O foco volta para o Narrador. Provavelmente, trocado também pela mulher pela qual trocou a sua, tenta timidamente um reencontro, um reacender de chama. E fá-lo, como os homens mais infantis, com flores. Neste caso com “24 Rosas”. Entra como um cordeiro: “Se tu andas ocupada com mil coisas, perdoa-me se eu te interrompi”. Outro clássico dos homens, esta abordagem passivo-agressiva, este pedido de desculpa que não é um pedido de desculpa. E porquê vinte e quatro rosas? Ele explica:

“Hoje mando-te estas 24 Rosas, as horas que por dia, penso em ti!”

Não são, pois, rosas o que ele manda. São vinte e quatro espinhos, um por cada hora do dia. O sujeito poético pega no significado da rosa (o amor) e perverte-o para um castigo. E diz-lhe onde as há-de pôr: “Põe água fresca numa jarra, dentro do teu quarto e junto à cama”. É a única altura em que aflora o motivo do seu arrependimento, a cama onde a traição se consumou.

Citando Spinoza, mas corrigindo Shakespeare: “Uma rosa com o mesmo nome tem um perfume muito menos doce”.

O Jardim das delícias

“Som de Cristal” (Marante)

Derrotado e só, o Narrador vai, em “Som de Cristal”, parar a um desses bares onde pululam mulheres de mau passado. Vai beber, afogar-se em frustração e whiskey contrafeito. Mas nesse cabaré, “a casa noturna, boîte falada, lugar de má fama, com as portas abertas durante a noite, entra quem quiser”, vê entrar pela porta a silhueta de alguém que já amou.

“Porém nessa noite, sem que eu esperasse, entrou uma dama. Fiquei abismado, porque se tratava de minha mulher”.

É o fechar de um ciclo. O cão mordendo o seu próprio rabo. “Ela não quis mais levar a vida de mulher honrada. Se na verdade não adiantou nada ser mulher direita conforme ela era, ela decidiu abandonar o papel de esposa para viver entre as mariposas que fazem ponto naquele lugar”.

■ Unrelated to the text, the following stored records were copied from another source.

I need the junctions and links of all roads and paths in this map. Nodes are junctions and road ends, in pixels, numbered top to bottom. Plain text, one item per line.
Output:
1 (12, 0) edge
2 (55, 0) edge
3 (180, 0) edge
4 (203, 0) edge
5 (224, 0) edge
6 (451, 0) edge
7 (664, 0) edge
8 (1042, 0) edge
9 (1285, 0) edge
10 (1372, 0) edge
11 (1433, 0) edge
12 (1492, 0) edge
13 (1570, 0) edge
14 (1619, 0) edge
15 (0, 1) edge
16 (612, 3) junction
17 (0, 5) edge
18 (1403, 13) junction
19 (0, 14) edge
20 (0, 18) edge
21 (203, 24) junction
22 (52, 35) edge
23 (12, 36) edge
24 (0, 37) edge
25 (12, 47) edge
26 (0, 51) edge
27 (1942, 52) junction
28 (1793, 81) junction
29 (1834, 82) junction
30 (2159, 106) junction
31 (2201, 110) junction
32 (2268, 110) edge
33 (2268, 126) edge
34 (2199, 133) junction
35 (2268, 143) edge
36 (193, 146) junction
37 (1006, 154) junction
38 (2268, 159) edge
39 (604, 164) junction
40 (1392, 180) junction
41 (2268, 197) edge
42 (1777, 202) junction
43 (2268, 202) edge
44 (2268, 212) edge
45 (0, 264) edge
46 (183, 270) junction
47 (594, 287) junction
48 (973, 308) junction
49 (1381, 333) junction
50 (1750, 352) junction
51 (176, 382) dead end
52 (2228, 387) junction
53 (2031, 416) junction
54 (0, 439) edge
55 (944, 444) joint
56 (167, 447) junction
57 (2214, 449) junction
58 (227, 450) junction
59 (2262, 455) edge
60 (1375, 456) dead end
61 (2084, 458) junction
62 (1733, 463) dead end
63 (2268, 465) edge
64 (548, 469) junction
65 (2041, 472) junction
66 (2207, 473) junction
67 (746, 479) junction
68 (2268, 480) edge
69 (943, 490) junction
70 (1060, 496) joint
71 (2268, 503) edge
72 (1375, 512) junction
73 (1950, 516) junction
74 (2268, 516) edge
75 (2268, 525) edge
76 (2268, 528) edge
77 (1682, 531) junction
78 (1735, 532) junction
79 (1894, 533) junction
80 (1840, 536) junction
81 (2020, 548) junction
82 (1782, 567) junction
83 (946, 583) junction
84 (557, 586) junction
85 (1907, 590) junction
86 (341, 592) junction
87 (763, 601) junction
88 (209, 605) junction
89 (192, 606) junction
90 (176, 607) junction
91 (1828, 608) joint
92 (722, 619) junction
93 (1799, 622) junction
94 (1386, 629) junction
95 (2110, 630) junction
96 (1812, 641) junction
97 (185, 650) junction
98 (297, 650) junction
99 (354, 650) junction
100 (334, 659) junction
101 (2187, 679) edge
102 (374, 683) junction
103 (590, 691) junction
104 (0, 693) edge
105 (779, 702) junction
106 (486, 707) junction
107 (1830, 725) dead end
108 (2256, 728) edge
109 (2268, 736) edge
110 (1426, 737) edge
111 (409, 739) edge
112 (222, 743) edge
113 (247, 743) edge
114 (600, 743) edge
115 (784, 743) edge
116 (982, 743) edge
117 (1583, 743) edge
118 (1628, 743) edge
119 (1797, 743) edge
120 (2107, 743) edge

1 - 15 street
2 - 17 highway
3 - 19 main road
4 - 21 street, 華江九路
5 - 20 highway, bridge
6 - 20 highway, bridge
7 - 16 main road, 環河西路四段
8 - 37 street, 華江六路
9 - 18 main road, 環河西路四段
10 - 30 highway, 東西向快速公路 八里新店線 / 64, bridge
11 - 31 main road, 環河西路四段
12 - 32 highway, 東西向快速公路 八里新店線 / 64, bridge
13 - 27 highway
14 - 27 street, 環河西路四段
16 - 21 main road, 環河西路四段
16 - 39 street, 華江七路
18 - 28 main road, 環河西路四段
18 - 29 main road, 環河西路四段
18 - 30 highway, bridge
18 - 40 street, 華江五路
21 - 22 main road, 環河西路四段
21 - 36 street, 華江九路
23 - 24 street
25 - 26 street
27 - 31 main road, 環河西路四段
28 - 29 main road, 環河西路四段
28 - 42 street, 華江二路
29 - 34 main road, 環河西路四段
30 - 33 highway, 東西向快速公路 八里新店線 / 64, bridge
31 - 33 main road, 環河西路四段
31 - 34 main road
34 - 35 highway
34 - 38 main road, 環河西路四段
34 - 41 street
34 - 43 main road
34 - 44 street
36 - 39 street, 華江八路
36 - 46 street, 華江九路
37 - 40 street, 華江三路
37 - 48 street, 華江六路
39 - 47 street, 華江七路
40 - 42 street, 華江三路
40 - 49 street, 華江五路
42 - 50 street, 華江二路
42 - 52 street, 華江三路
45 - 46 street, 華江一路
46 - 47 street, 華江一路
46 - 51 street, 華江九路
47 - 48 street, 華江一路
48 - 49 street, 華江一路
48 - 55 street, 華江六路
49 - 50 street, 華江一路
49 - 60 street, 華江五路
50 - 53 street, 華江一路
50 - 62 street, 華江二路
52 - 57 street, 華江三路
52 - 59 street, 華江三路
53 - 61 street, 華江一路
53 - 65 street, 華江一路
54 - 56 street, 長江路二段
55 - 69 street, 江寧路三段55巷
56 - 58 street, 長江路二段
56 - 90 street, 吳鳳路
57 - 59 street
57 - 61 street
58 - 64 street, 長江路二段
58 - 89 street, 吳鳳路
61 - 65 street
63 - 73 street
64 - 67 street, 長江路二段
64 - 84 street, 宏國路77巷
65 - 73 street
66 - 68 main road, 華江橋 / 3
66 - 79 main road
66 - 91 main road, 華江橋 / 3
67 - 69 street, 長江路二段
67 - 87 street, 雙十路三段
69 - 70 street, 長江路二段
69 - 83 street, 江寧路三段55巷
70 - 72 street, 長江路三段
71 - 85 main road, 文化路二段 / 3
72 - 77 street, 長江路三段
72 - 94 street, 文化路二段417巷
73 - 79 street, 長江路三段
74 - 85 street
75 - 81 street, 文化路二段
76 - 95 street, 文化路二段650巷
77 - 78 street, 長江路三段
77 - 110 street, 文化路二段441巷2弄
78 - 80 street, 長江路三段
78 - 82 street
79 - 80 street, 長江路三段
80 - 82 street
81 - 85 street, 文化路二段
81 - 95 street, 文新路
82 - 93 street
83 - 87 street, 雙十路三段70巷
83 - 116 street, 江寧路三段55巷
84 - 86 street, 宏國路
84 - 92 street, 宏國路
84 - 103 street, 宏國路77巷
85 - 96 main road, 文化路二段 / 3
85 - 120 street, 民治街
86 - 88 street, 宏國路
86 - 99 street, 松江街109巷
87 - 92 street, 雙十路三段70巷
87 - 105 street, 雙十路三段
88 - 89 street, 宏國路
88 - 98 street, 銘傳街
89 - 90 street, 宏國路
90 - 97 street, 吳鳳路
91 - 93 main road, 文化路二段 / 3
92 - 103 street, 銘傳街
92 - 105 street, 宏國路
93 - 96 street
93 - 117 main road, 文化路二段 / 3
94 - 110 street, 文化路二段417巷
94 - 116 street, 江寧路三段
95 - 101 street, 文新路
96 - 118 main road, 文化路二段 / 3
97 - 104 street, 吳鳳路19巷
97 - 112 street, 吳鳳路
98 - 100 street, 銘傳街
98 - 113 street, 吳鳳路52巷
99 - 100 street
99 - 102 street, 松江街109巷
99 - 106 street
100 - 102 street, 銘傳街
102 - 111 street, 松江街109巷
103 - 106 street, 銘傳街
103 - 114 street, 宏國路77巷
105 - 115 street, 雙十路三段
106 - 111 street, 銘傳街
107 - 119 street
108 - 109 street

Citando Coco Chanel, mas corrigindo Santa Teresa de Ávila: “Para puta, puta e meia”.

Do fim

“Telegrama”

Chegados a esta parte de todas as histórias de desamor, acreditaríamos que cada um seguiria o seu caminho. Ele para umas camas, e ela para outras camas, e a pagar. Mas “Telegrama” traz-nos um verdadeiro plot twist! O Narrador, homem destruído pelos ferros com que matou, regressa às origens para procurar na mãe a única mulher capaz de consolá-lo. Mas este Peter Pan, este menino-homem “vai num táxi em louca corrida” para o colo da progenitora.

“E com os olhos quase rasos de água, ao chauffeur assim lhe dizia: Anda, chega primeiro que a morte, corre! Oh que dor forte me dá”.

É o pânico que fala, o terror de que a mãe morra antes que ele lá chegue. Abandonado por todas as mulheres, não quer, não pode, qual Édipo, perder também aquela. O taxista entra aqui como agente do destino, que o sujeito poético interpela. Mas “o carro tanto correu que voou, talvez perseguido pela má sorte, e lá longe uma curva encontrou e os dois tiveram logo a morte”. Ele e o seu destino.

Citando Rita Lee, mas corrigindo Jesus Cristo: “Se Dios quisiera um dia eu morro bem velha”.